Translate

Thursday, March 23, 2017

Java HashMap Search and Sort

A HashMap has plenty of uses, so let's see how you can find keys and values, load data from a CSV file into one, and use it for sorting.

Introduction

Having explored HashMap in several previous articles (here and here), let us now learn how to search and sort a HashMap by key as well as value.

Finding Keys and Values in HashMap

Finding a key in a HashMap is quite simple. The HashMap API provides the containsKey() method, which tells you whether the key exists.
Map<String,Integer> namefreq = new HashMap<>();
namefreq.put("Petra", 14);
namefreq.put("Mario", 11);
namefreq.put("Kasandra", 23);
namefreq.put("Charity", 18);
namefreq.put("Minerva", 5);
if ( namefreq.containsKey("Charity") ) {
}

Finding a value is also easy given the method containsValue().
if ( namefreq.containsValue(10) ) {
}

Pretty simple, right? Well, what if you need to find not a particular value but search for a general expression, such as names starting with say “A”. Gets a bit more involved.

Loading CSV Into HashMap

The following search and sort examples make use of a name frequency table, which is loaded from CSV using the following code.

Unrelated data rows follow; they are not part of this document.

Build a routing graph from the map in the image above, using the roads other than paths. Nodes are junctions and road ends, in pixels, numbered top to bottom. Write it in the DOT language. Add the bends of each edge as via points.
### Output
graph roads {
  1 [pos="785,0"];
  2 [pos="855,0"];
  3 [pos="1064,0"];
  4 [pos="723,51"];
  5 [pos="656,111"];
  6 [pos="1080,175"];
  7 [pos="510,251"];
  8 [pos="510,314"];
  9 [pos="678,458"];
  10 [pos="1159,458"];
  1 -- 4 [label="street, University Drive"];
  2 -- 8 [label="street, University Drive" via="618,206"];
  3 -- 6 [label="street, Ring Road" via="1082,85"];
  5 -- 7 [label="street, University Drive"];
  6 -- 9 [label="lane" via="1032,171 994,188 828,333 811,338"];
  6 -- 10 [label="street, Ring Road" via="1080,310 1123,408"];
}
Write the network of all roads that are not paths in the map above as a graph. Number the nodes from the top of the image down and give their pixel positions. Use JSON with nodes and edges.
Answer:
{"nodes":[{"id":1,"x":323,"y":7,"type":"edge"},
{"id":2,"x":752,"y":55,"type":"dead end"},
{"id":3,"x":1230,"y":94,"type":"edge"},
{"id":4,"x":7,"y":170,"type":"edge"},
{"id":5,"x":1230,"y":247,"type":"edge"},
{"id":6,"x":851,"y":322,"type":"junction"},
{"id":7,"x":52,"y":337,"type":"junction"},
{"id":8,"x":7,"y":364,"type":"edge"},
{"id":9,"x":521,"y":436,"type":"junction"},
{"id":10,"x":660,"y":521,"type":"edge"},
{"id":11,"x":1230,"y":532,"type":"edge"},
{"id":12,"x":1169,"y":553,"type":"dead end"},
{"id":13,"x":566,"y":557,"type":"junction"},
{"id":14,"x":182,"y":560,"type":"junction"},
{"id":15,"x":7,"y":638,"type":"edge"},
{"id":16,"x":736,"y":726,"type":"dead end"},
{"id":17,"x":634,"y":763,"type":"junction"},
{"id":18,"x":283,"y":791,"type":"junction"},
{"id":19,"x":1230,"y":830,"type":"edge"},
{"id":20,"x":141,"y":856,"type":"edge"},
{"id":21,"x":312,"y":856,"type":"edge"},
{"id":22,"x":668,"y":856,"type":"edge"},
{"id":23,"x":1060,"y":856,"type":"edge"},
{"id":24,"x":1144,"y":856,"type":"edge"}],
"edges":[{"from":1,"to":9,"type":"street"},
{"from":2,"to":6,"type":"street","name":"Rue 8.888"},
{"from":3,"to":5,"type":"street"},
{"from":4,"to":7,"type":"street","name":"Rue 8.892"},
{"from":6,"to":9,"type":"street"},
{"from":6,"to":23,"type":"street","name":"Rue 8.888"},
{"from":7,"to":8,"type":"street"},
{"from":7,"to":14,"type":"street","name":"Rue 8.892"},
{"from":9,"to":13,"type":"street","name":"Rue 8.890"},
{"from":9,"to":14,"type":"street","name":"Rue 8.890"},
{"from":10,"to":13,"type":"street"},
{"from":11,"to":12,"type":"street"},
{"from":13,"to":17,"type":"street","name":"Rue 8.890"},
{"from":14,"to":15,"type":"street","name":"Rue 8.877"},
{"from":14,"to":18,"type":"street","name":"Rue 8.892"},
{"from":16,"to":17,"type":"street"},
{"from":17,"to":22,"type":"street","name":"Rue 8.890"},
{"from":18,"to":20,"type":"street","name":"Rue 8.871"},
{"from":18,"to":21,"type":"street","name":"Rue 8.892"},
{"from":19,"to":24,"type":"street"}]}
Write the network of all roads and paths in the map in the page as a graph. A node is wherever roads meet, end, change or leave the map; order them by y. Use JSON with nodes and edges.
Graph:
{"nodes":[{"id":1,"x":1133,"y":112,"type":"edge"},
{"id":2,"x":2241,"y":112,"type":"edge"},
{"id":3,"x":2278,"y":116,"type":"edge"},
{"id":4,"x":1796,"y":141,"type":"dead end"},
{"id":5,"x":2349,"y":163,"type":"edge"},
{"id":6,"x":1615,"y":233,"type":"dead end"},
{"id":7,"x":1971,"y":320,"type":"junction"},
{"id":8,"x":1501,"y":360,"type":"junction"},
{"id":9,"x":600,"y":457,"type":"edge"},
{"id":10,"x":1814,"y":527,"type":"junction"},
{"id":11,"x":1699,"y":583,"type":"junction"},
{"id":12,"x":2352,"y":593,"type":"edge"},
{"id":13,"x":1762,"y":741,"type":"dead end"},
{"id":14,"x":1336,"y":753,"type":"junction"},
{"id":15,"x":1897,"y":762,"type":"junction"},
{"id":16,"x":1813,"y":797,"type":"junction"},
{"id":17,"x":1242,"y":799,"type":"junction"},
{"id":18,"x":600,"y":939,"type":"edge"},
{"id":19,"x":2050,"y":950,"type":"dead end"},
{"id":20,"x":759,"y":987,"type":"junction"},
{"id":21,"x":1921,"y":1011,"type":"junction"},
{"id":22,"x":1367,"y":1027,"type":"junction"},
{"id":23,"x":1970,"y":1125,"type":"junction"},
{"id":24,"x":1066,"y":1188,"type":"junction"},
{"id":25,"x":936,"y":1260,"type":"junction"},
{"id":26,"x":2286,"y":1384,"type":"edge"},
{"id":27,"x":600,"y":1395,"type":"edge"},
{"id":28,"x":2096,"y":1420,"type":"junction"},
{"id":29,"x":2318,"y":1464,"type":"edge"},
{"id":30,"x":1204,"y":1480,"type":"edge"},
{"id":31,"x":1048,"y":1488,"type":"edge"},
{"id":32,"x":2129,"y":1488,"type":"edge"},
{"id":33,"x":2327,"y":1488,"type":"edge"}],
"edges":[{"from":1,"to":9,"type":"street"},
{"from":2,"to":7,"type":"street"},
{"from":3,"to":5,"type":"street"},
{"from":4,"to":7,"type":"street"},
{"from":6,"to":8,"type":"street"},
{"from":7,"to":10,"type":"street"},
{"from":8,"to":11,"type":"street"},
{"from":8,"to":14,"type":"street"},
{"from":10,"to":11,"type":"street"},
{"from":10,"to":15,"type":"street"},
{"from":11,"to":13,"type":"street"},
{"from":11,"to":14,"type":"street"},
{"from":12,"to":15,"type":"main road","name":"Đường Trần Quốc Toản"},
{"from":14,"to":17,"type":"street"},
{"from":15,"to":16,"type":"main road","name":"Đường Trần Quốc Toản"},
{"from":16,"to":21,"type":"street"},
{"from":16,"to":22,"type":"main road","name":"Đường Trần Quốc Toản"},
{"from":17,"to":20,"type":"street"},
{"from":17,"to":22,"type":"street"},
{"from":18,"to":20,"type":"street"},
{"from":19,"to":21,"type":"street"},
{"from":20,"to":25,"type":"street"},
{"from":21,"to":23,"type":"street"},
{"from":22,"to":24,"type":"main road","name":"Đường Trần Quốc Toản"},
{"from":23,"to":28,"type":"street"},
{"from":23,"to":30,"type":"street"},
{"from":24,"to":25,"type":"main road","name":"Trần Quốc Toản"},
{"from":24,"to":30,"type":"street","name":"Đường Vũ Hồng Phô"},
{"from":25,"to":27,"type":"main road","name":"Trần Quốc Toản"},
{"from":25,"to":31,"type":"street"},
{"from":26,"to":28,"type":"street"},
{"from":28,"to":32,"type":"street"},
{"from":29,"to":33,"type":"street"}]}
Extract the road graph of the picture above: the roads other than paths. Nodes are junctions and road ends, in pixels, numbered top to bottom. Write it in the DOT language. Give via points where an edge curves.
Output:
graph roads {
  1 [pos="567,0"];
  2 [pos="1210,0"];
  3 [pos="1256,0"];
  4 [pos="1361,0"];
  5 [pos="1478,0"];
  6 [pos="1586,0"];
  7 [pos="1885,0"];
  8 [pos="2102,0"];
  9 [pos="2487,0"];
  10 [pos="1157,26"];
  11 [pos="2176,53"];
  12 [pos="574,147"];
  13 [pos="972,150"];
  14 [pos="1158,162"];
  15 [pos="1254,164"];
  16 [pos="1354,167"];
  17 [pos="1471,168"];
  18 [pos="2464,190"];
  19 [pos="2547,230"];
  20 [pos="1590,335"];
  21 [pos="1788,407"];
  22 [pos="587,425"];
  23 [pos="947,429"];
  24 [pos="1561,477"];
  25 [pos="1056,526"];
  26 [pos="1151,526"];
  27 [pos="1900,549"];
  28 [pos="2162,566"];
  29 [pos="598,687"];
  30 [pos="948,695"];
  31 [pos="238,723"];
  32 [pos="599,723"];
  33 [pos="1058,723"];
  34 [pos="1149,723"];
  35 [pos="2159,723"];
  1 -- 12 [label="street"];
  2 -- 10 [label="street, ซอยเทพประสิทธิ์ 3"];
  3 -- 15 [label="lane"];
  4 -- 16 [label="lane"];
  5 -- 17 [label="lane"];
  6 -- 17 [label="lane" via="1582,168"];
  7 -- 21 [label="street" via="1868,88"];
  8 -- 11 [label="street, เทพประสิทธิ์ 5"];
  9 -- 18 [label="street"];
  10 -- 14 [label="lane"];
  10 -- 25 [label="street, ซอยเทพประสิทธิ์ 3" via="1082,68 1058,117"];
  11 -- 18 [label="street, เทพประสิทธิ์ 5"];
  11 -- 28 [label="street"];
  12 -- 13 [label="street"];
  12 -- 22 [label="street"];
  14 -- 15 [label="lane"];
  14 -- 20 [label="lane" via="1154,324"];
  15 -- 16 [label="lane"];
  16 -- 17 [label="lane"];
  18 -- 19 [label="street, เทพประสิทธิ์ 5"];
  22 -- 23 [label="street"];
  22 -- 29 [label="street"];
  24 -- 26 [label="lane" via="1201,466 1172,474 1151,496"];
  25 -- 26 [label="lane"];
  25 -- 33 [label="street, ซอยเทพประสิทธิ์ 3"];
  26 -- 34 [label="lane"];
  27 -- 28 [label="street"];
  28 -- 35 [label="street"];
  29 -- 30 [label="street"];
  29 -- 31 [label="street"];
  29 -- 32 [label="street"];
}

It streams lines from a CSV file, splits the line into fields, selects values for the “CA” state, and stores the value as a Map of (year => count). (The data is from US Census Bureau which publishes name frequency counts for each year.)
The code creates a multi-HashMap with the structure:
(name => ((year => count),
          (year => count)),
...

Pattern pattern = Pattern.compile(",");
String csvFile = "StateNames.csv";
try (BufferedReader in = new BufferedReader(new FileReader(csvFile));){
    Map<String,Map<Integer,Integer>> namefreq = in
    .lines()
    .skip(1)
    .map(x -> pattern.split(x))
    .filter(x -> x[4].equals("CA"))
    .collect(HashMap::new, (map, x) ->
         map.compute(x[1], (k, v) -> {
             if ( v == null )
                 v = new HashMap<Integer,Integer>();
             v.put(Integer.parseInt(x[2]),
                   Integer.parseInt(x[5]));
             return v;
             }),
         Map::putAll);
}

Here is a snippet of the sample data being loaded.
Id,Name,Year,Gender,State,Count
1,Mary,1910,F,AK,14
2,Annie,1910,F,AK,12
3,Anna,1910,F,AK,10
4,Margaret,1910,F,AK,8
5,Helen,1910,F,AK,7
6,Elsie,1910,F,AK,6
7,Lucy,1910,F,AK,6
8,Dorothy,1910,F,AK,5
9,Mary,1911,F,AK,12
10,Margaret,1911,F,AK,7

Search Key in HashMap

The following code searches for a key ending with “x” and prints the matches.
namefreq
    .entrySet()
    .stream()
    .filter(e -> e.getKey().endsWith("x"))
    .forEach(e -> {
        System.out.println(e.getKey() + " :");
        e.getValue().forEach((kk, vv) -> {
            System.out.println(" " + kk + " => " + vv);
        });
    });
Rex :
 1959 => 86
Margaux :
 2003 => 8
Maxx :
 2010 => 28

Search Value in HashMap

Let us now search for a value in the HashMap using the same method. Before we do that, let us total the names for each year and store it under the key 0 for each name. Something like this:
Elza :
  0 => 10
  1993 => 5
  2014 => 5
...

We compute the total value with the following code. It computes a total of the existing mappings of (year => count) and stores it under key 0.
namefreq
    .entrySet()
    .stream()
    .forEach(e -> {
        Map<Integer,Integer> v = e.getValue();
        int tot = v
        .entrySet()
        .stream()
        .reduce(0, (x, ee) -> x + ee.getValue(),
            (x, y) -> x+y);
        v.put(0, tot);
    });

Let us now search the HashMap for names occurring more than 1000 times.
namefreq
    .entrySet()
    .stream()
    .filter(e -> e.getValue().getOrDefault(0, 0) > 1000)
    .forEach(e ->
         System.out.println(e.getKey()+" : "+e.getValue().get(0)));
...
Solomon : 1967
Javier : 28472
Esther : 16974
Lenora : 1261
Sam : 6971
Lenore : 1261
Rowan : 1297
Lukas : 2888
...

The actual search is being performed by the following segment:
.filter(e -> e.getValue().getOrDefault(0, 0) > 1000)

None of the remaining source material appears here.